Kuschel commenting on Luke :-

  • page 320
    "In his fundamental book on The Theology of Saint Luke, as early as 1954 Hans Conzelmann had arrived at the view that in the title ‘Son of God’ in Luke there was ‘no idea of a physical divine nature.’ That was already evident from the fact that ‘the idea of pre-existence is completely lacking; ...
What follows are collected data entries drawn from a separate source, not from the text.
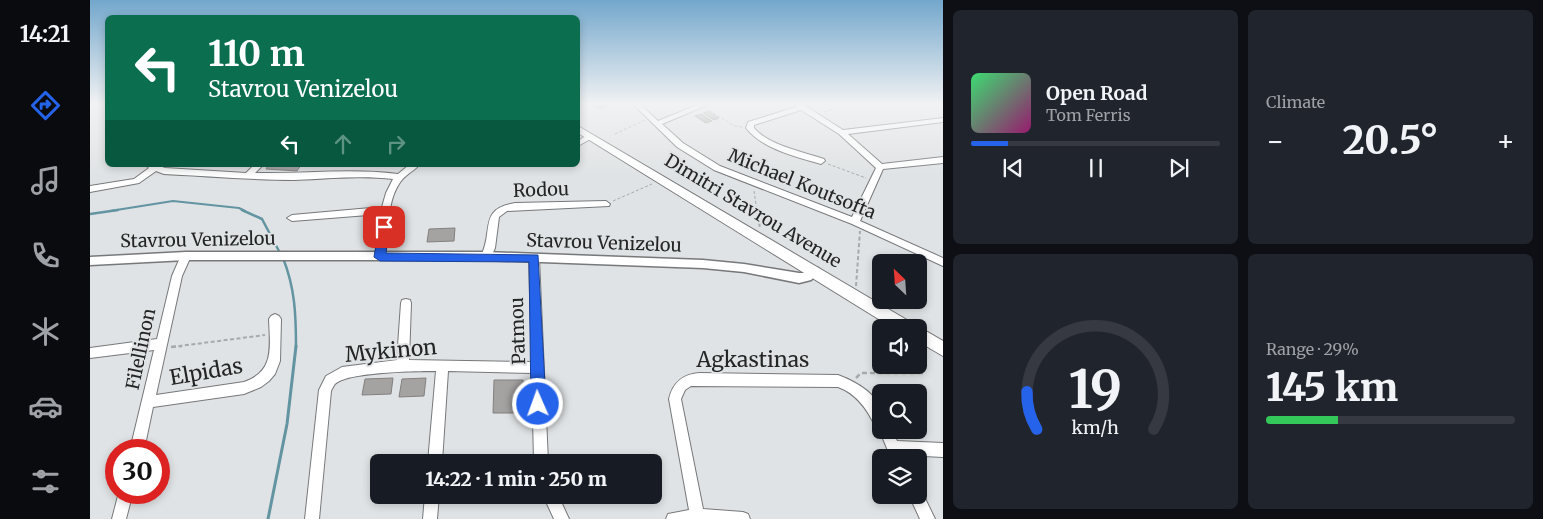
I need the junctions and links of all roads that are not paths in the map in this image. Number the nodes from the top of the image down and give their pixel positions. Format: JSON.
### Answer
{"nodes":[{"id":1,"x":662,"y":127,"type":"edge"},
{"id":2,"x":750,"y":127,"type":"edge"},
{"id":3,"x":834,"y":127,"type":"edge"},
{"id":4,"x":882,"y":127,"type":"edge"},
{"id":5,"x":580,"y":130,"type":"edge"},
{"id":6,"x":842,"y":132,"type":"junction"},
{"id":7,"x":590,"y":137,"type":"junction"},
{"id":8,"x":580,"y":143,"type":"edge"},
{"id":9,"x":943,"y":160,"type":"edge"},
{"id":10,"x":821,"y":161,"type":"road end"},
{"id":11,"x":153,"y":167,"type":"edge"},
{"id":12,"x":183,"y":167,"type":"edge"},
{"id":13,"x":257,"y":167,"type":"edge"},
{"id":14,"x":411,"y":167,"type":"edge"},
{"id":15,"x":880,"y":167,"type":"junction"},
{"id":16,"x":177,"y":172,"type":"junction"},
{"id":17,"x":401,"y":174,"type":"junction"},
{"id":18,"x":248,"y":176,"type":"junction"},
{"id":19,"x":90,"y":189,"type":"edge"},
{"id":20,"x":606,"y":204,"type":"road end"},
{"id":21,"x":386,"y":210,"type":"junction"},
{"id":22,"x":292,"y":218,"type":"dead end"},
{"id":23,"x":858,"y":223,"type":"junction"},
{"id":24,"x":186,"y":256,"type":"junction"},
{"id":25,"x":486,"y":256,"type":"junction"},
{"id":26,"x":380,"y":257,"type":"junction"},
{"id":27,"x":534,"y":258,"type":"junction"},
{"id":28,"x":90,"y":261,"type":"edge"},
{"id":29,"x":943,"y":262,"type":"edge"},
{"id":30,"x":814,"y":271,"type":"junction"},
{"id":31,"x":406,"y":304,"type":"dead end"},
{"id":32,"x":275,"y":319,"type":"dead end"},
{"id":33,"x":893,"y":319,"type":"edge"},
{"id":34,"x":927,"y":339,"type":"edge"},
{"id":35,"x":160,"y":346,"type":"junction"},
{"id":36,"x":943,"y":349,"type":"edge"},
{"id":37,"x":90,"y":353,"type":"edge"},
{"id":38,"x":403,"y":365,"type":"junction"},
{"id":39,"x":442,"y":366,"type":"junction"},
{"id":40,"x":537,"y":368,"type":"junction"},
{"id":41,"x":150,"y":402,"type":"junction"},
{"id":42,"x":872,"y":407,"type":"edge"},
{"id":43,"x":140,"y":439,"type":"edge"},
{"id":44,"x":943,"y":450,"type":"edge"},
{"id":45,"x":927,"y":451,"type":"edge"},
{"id":46,"x":436,"y":454,"type":"edge"},
{"id":47,"x":541,"y":454,"type":"edge"},
{"id":48,"x":123,"y":504,"type":"edge"},
{"id":49,"x":431,"y":504,"type":"edge"},
{"id":50,"x":554,"y":504,"type":"edge"},
{"id":51,"x":920,"y":504,"type":"edge"},
{"id":52,"x":697,"y":516,"type":"junction"},
{"id":53,"x":119,"y":519,"type":"edge"},
{"id":54,"x":312,"y":519,"type":"edge"},
{"id":55,"x":430,"y":519,"type":"edge"},
{"id":56,"x":562,"y":519,"type":"edge"},
{"id":57,"x":674,"y":519,"type":"edge"},
{"id":58,"x":743,"y":519,"type":"edge"},
{"id":59,"x":928,"y":519,"type":"edge"}],
"edges":[{"from":1,"to":23,"type":"street","name":"Michael Koutsofta"},
{"from":2,"to":10,"type":"street"},
{"from":3,"to":6,"type":"street"},
{"from":4,"to":6,"type":"street"},
{"from":5,"to":7,"type":"main road","name":"Dimitri Stavrou Avenue"},
{"from":6,"to":15,"type":"street"},
{"from":7,"to":8,"type":"street"},
{"from":7,"to":30,"type":"main road","name":"Dimitri Stavrou Avenue"},
{"from":9,"to":15,"type":"street"},
{"from":11,"to":16,"type":"street"},
{"from":11,"to":19,"type":"street"},
{"from":12,"to":16,"type":"street"},
{"from":13,"to":18,"type":"street"},
{"from":14,"to":17,"type":"street"},
{"from":15,"to":23,"type":"street"},
{"from":16,"to":18,"type":"street"},
{"from":17,"to":18,"type":"street"},
{"from":17,"to":21,"type":"street"},
{"from":20,"to":25,"type":"street","name":"Rodou"},
{"from":21,"to":22,"type":"street"},
{"from":21,"to":26,"type":"street"},
{"from":23,"to":29,"type":"street","name":"Michael Koutsofta"},
{"from":24,"to":26,"type":"street","name":"Stavrou Venizelou"},
{"from":24,"to":28,"type":"street","name":"Stavrou Venizelou"},
{"from":24,"to":35,"type":"street","name":"Filellinon"},
{"from":25,"to":26,"type":"street","name":"Stavrou Venizelou"},
{"from":25,"to":27,"type":"street","name":"Stavrou Venizelou"},
{"from":27,"to":30,"type":"street","name":"Stavrou Venizelou"},
{"from":27,"to":40,"type":"street","name":"Patmou"},
{"from":30,"to":33,"type":"main road","name":"Dimitri Stavrou Avenue"},
{"from":31,"to":38,"type":"street"},
{"from":32,"to":41,"type":"street","name":"Elpidas"},
{"from":34,"to":36,"type":"main road"},
{"from":35,"to":37,"type":"street"},
{"from":35,"to":41,"type":"street","name":"Filellinon"},
{"from":38,"to":39,"type":"street","name":"Mykinon"},
{"from":38,"to":54,"type":"street","name":"Mykinon"},
{"from":39,"to":40,"type":"street","name":"Mykinon"},
{"from":39,"to":46,"type":"street"},
{"from":40,"to":47,"type":"street","name":"Patmou"},
{"from":41,"to":43,"type":"street","name":"Filellinon"},
{"from":42,"to":52,"type":"street","name":"Agkastinas"},
{"from":44,"to":45,"type":"street"},
{"from":48,"to":53,"type":"street"},
{"from":49,"to":55,"type":"street"},
{"from":50,"to":56,"type":"street"},
{"from":51,"to":59,"type":"street"},
{"from":52,"to":57,"type":"street"},
{"from":52,"to":58,"type":"street"}]}
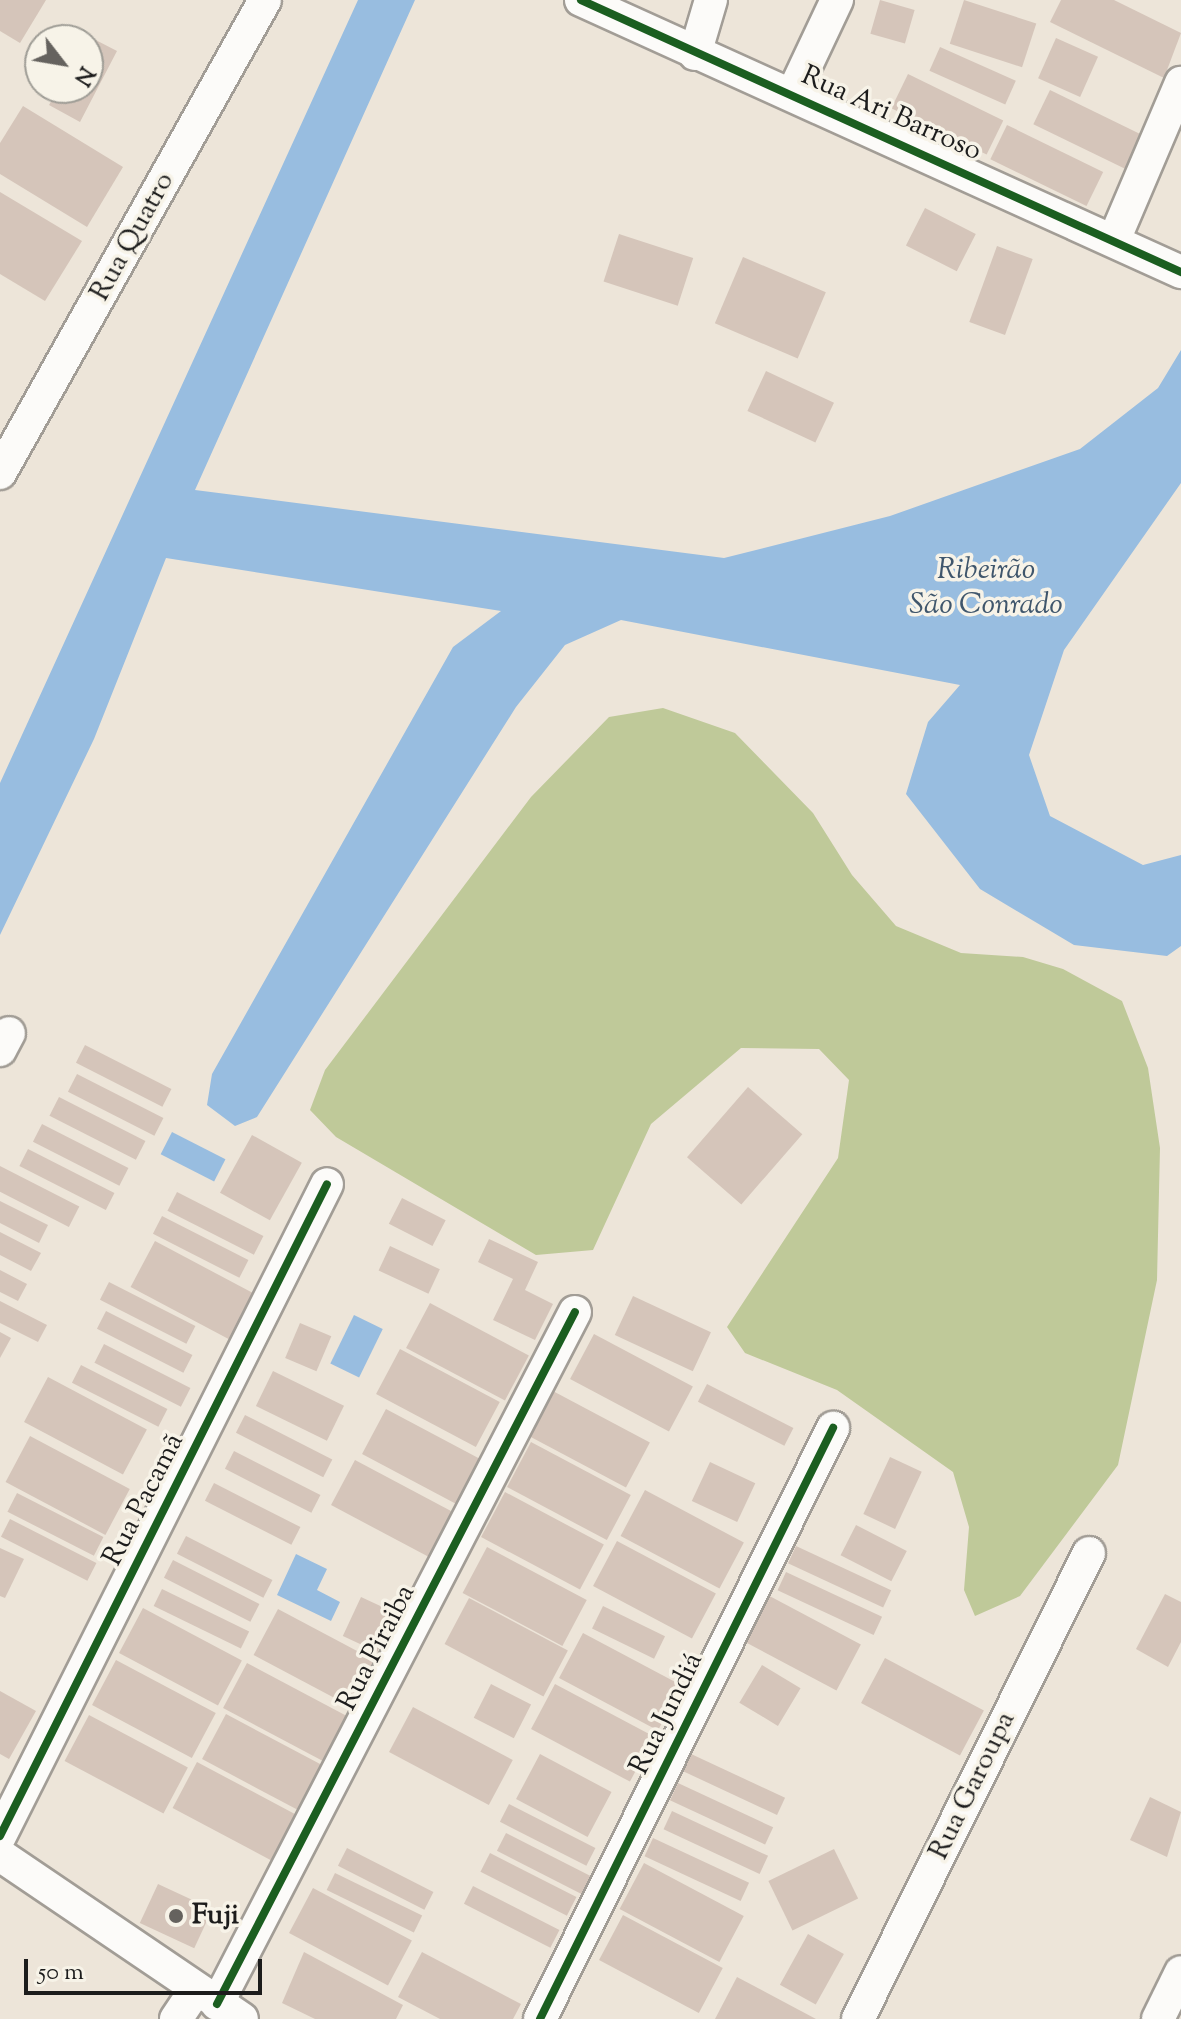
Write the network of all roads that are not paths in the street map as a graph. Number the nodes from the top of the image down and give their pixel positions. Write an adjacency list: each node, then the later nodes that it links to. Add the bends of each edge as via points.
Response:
1 (265, 0): 10 (street, Rua Quatro)
2 (581, 0): 5 (street, Rua Ari Barroso)
3 (711, 0): 5 (street)
4 (837, 0): 7 (street)
5 (695, 54): 7 (street, Rua Ari Barroso)
6 (1181, 83): 8 (street)
7 (793, 93): 8 (street, Rua Ari Barroso)
8 (1114, 240): 9 (street, Rua Ari Barroso)
9 (1181, 272)
10 (0, 473)
11 (327, 1184): 15 (street, Rua Pacamã)
12 (575, 1312): 18 (street, Rua Piraiba)
13 (833, 1428): 20 (street, Rua Jundiá)
14 (1089, 1553): 21 (street, Rua Garoupa)
15 (0, 1836)
16 (0, 1855): 18 (street)
17 (1181, 1972): 22 (street)
18 (218, 2005): 19 (street, Rua Piraiba)
19 (176, 2019)
20 (540, 2019)
21 (858, 2019)
22 (1158, 2019)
    In their commentaries on Luke dating from 1977 and 1982 respectively, the Catholic exegetes Gerhard Schneider and Joseph Fitzmeyer agree in arriving at the conclusion that Luke in fact does not think ‘in terms of a pre-existence of Christ’ (G. Schneider). Fitzmeyer adds: ‘In Lukan theology there is no question of Jesus’ pre-existence or incarnation. ...’ "
  • page 321
    "Raymond Brown has rightly drawn attention in this. ... in their christology both Matthew and Luke clearly wanted to stress — while at the same time repudiating both adoptianist ideas and ideas governed by a pre-existence Christology — that Jesus Christ did not just ‘become’ Son of God from a particular age, nor was he Son of God ‘from eternity’; he was Son of God from his birth. In other words, in earthly terms he was ‘always’ Son of God. Jesus’ earthly origin is God's action. ...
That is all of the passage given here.